== Task ==
Wherever the word "ring" shows up in the data, report the line it sits in.

Human pose images with coordinates:
........
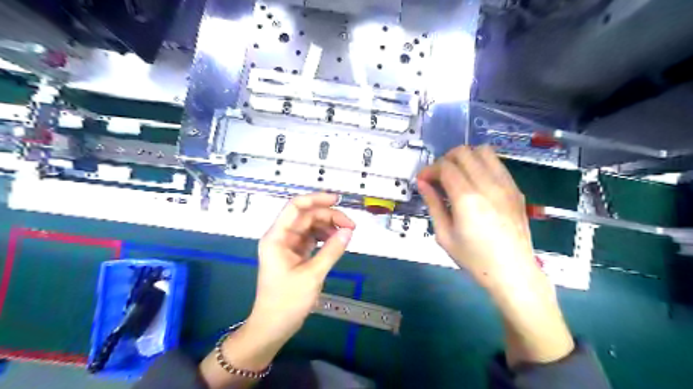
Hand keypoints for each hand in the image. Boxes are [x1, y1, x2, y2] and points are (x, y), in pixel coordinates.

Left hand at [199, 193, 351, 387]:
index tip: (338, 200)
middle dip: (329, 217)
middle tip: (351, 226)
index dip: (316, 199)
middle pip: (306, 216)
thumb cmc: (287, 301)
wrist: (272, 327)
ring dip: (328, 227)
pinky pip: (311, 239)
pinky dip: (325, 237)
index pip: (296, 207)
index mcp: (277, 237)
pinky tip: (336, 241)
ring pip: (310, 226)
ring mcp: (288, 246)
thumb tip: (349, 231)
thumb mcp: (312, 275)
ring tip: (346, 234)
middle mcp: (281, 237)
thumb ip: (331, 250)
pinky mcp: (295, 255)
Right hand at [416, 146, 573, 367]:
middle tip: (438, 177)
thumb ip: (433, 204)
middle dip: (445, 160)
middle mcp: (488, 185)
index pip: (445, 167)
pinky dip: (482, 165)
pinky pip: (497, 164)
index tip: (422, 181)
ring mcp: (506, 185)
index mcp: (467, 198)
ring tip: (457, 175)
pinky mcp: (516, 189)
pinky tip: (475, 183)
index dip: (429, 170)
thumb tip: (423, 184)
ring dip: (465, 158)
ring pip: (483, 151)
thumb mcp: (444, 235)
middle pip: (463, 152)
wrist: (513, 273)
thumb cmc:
........
== Solved problem ==
ring dip: (328, 227)
ring pip: (310, 226)
ring mcp: (288, 246)
ring tip: (346, 234)
ring mcp: (506, 185)
ring tip: (457, 175)
ring dip: (465, 158)
ring pip: (483, 151)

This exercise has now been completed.